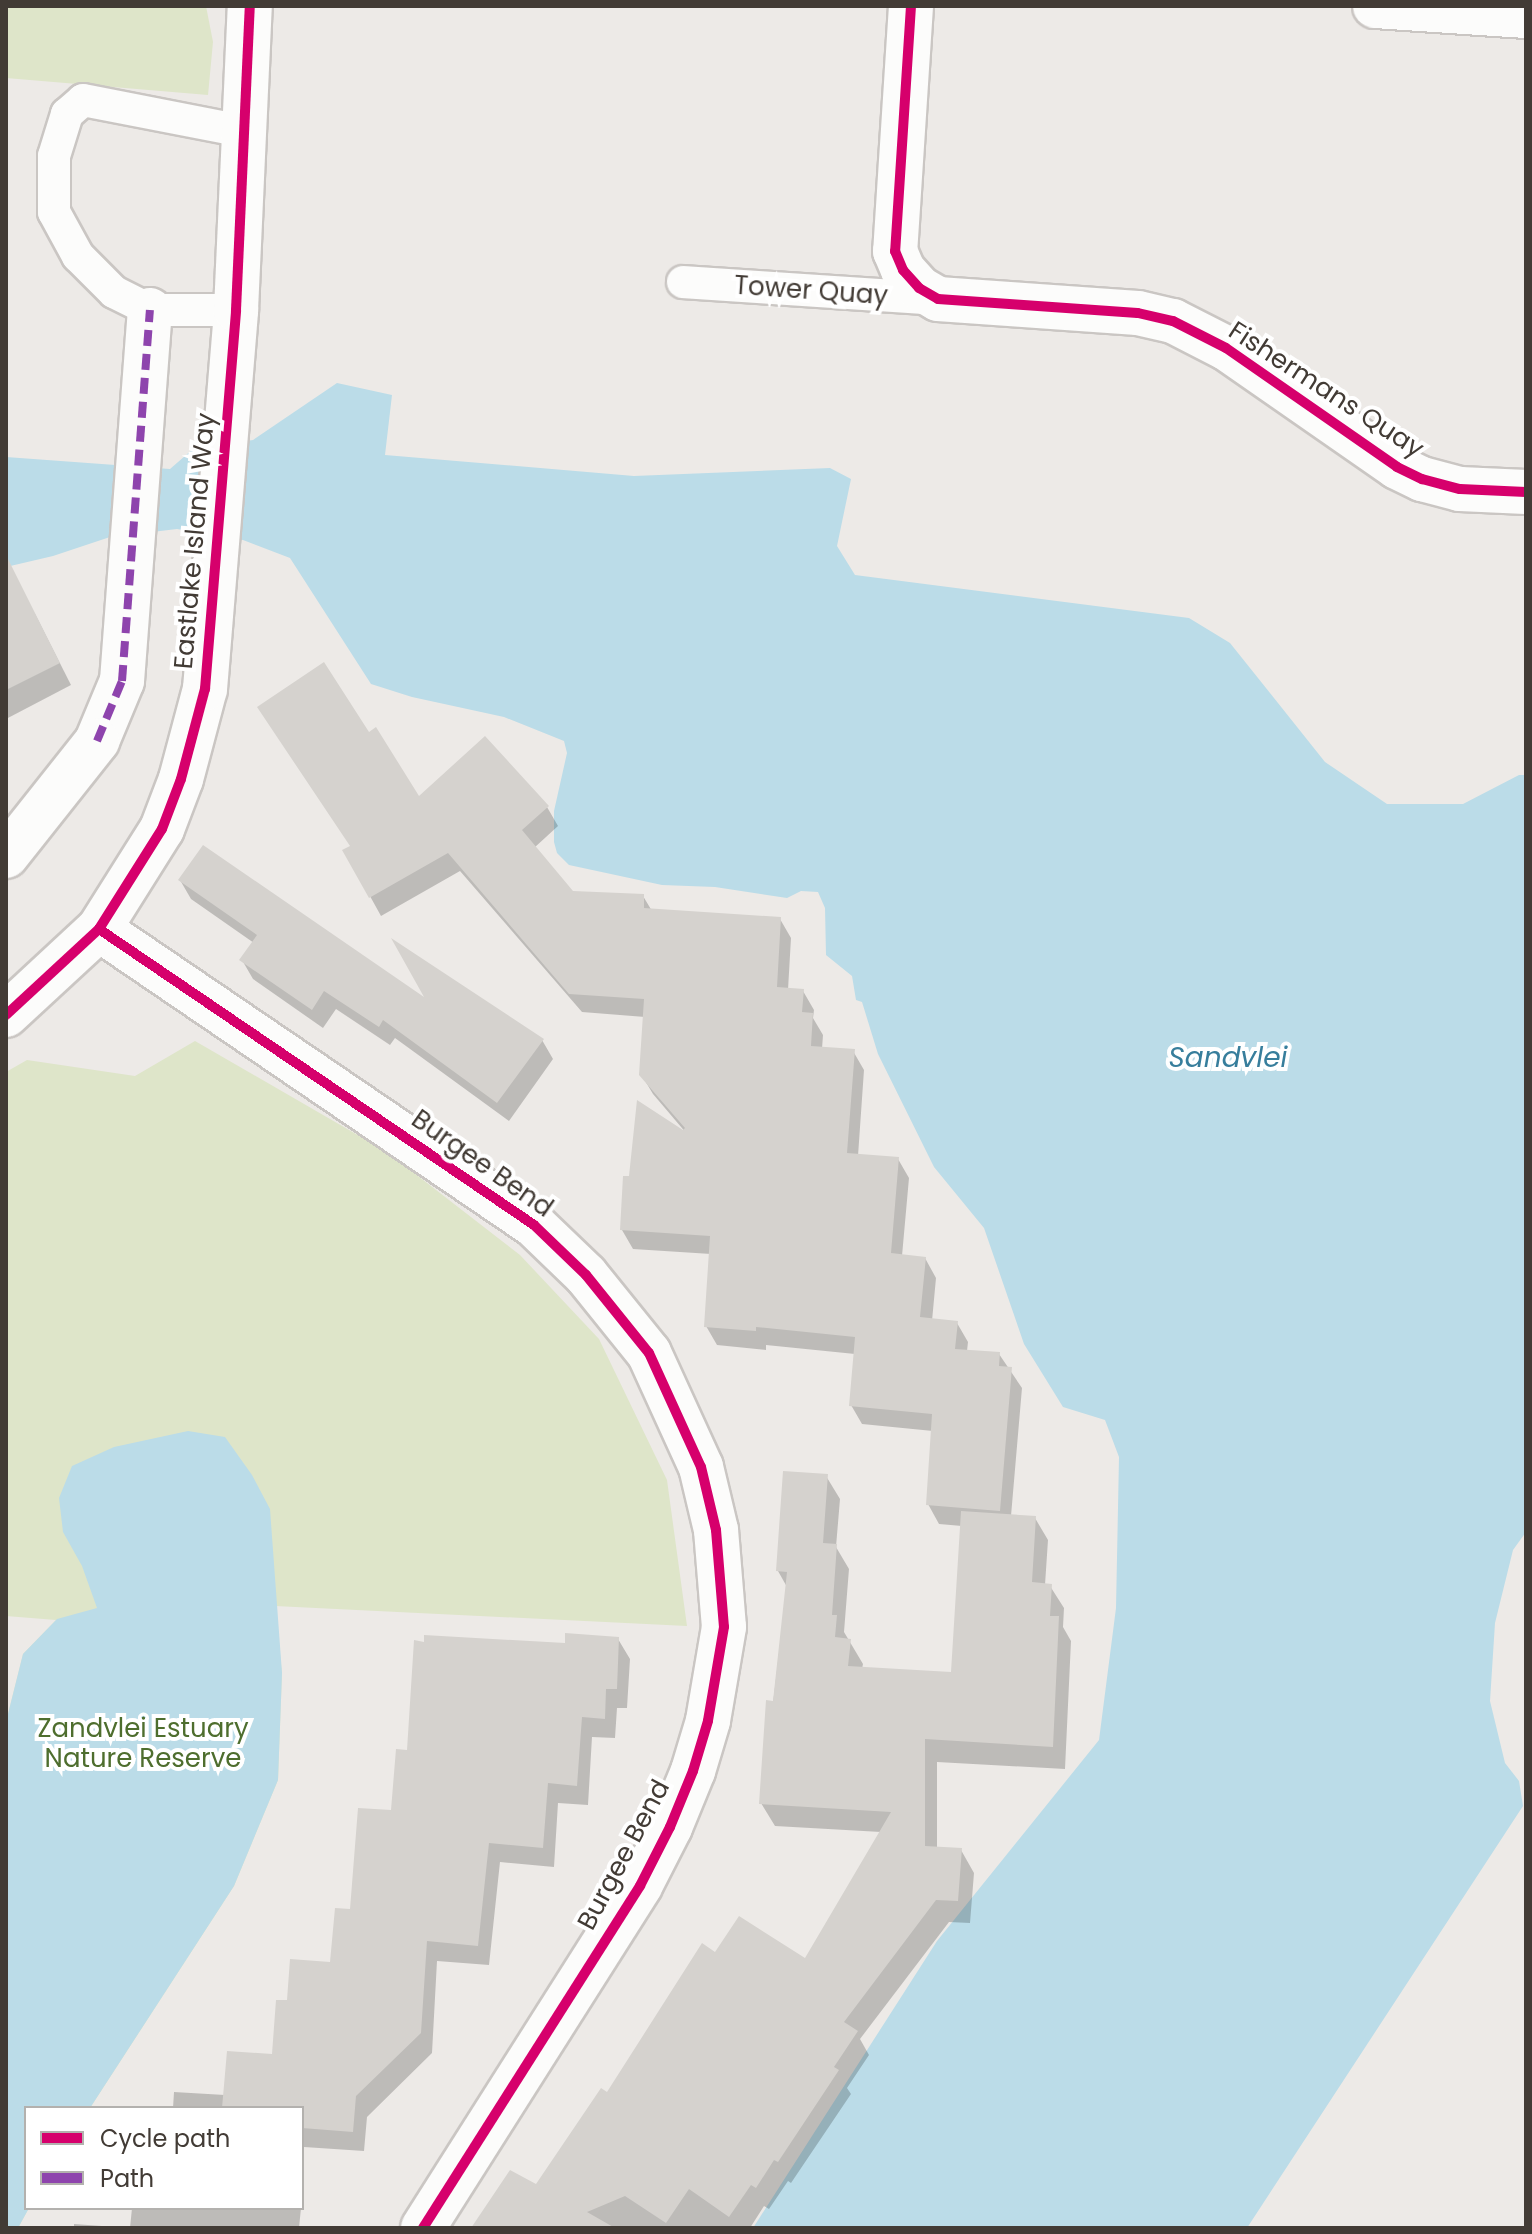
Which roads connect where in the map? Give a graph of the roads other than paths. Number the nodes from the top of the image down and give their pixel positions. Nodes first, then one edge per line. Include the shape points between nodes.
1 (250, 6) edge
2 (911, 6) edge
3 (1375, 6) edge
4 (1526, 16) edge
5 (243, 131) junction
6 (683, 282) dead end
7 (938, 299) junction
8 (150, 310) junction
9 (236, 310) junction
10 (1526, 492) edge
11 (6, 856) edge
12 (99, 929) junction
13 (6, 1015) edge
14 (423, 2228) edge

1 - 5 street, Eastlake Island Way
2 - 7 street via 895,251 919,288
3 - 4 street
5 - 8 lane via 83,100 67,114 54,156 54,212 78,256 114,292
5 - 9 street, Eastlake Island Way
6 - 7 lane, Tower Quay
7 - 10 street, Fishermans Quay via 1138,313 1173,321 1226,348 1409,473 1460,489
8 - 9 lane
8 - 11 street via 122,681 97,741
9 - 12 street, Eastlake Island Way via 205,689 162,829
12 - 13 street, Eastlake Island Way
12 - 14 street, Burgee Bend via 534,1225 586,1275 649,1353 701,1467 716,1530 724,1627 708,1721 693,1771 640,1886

- Aim of the exercise
Leave every image out when you return the material above word for word.

- Result for this exercise
Which roads connect where in the map? Give a graph of the roads other than paths. Number the nodes from the top of the image down and give their pixel positions. Nodes first, then one edge per line. Include the shape points between nodes.
1 (250, 6) edge
2 (911, 6) edge
3 (1375, 6) edge
4 (1526, 16) edge
5 (243, 131) junction
6 (683, 282) dead end
7 (938, 299) junction
8 (150, 310) junction
9 (236, 310) junction
10 (1526, 492) edge
11 (6, 856) edge
12 (99, 929) junction
13 (6, 1015) edge
14 (423, 2228) edge

1 - 5 street, Eastlake Island Way
2 - 7 street via 895,251 919,288
3 - 4 street
5 - 8 lane via 83,100 67,114 54,156 54,212 78,256 114,292
5 - 9 street, Eastlake Island Way
6 - 7 lane, Tower Quay
7 - 10 street, Fishermans Quay via 1138,313 1173,321 1226,348 1409,473 1460,489
8 - 9 lane
8 - 11 street via 122,681 97,741
9 - 12 street, Eastlake Island Way via 205,689 162,829
12 - 13 street, Eastlake Island Way
12 - 14 street, Burgee Bend via 534,1225 586,1275 649,1353 701,1467 716,1530 724,1627 708,1721 693,1771 640,1886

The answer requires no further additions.